[Data items]

%%

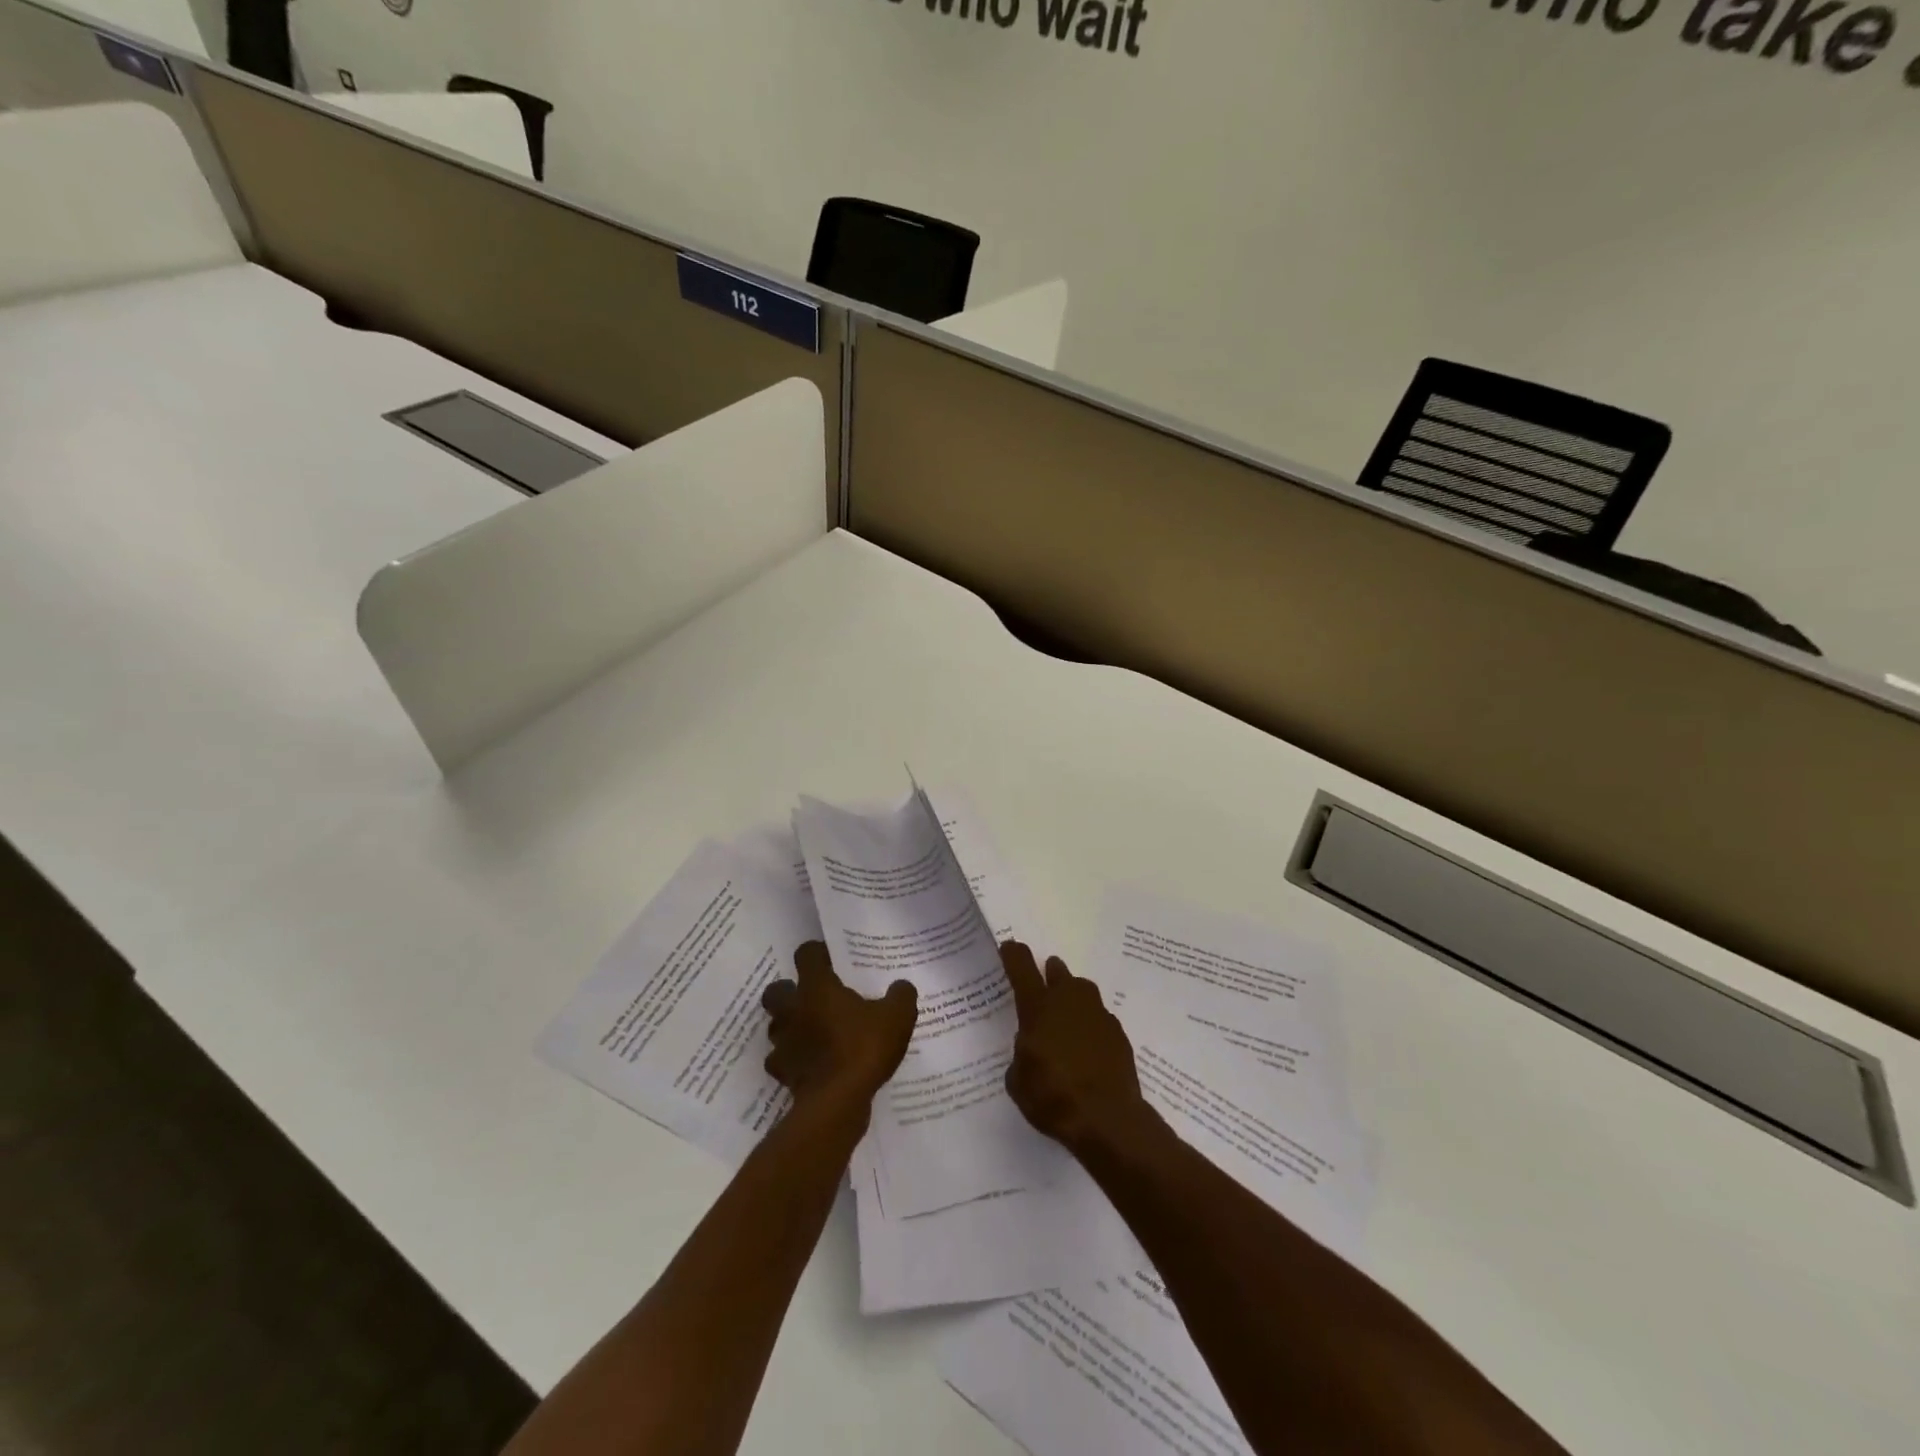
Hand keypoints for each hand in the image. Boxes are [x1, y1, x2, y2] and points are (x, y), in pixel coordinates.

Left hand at [760, 942, 917, 1111]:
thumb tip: (901, 986)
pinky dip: (793, 1060)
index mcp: (816, 987)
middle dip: (789, 991)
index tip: (832, 959)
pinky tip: (812, 1064)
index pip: (806, 954)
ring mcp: (783, 1042)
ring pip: (776, 1026)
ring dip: (790, 1026)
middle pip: (776, 990)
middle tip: (813, 997)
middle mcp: (793, 1009)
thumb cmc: (863, 1048)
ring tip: (814, 1032)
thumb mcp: (897, 1017)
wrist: (837, 1102)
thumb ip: (900, 996)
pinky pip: (782, 1060)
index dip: (817, 953)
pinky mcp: (783, 1073)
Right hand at [1001, 941, 1157, 1158]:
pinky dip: (1091, 1025)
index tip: (1010, 947)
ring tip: (1067, 1016)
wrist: (1108, 1119)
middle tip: (1045, 979)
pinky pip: (1100, 1018)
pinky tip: (1088, 1045)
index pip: (1023, 969)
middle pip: (1058, 973)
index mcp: (1038, 1008)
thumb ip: (1021, 1056)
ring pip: (1083, 992)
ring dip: (1073, 997)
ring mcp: (1098, 1015)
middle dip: (1050, 973)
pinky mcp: (1118, 1034)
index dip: (1014, 955)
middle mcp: (1069, 1002)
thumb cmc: (1053, 1096)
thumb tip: (1029, 1050)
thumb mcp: (1018, 1081)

%%

Where the line containing "middle dip: (1050, 973)" appears, start copying, and go on exactly through the last line of the data.

middle dip: (1050, 973)
pinky mcp: (1118, 1034)
index dip: (1014, 955)
middle mcp: (1069, 1002)
thumb cmc: (1053, 1096)
thumb tip: (1029, 1050)
thumb mcp: (1018, 1081)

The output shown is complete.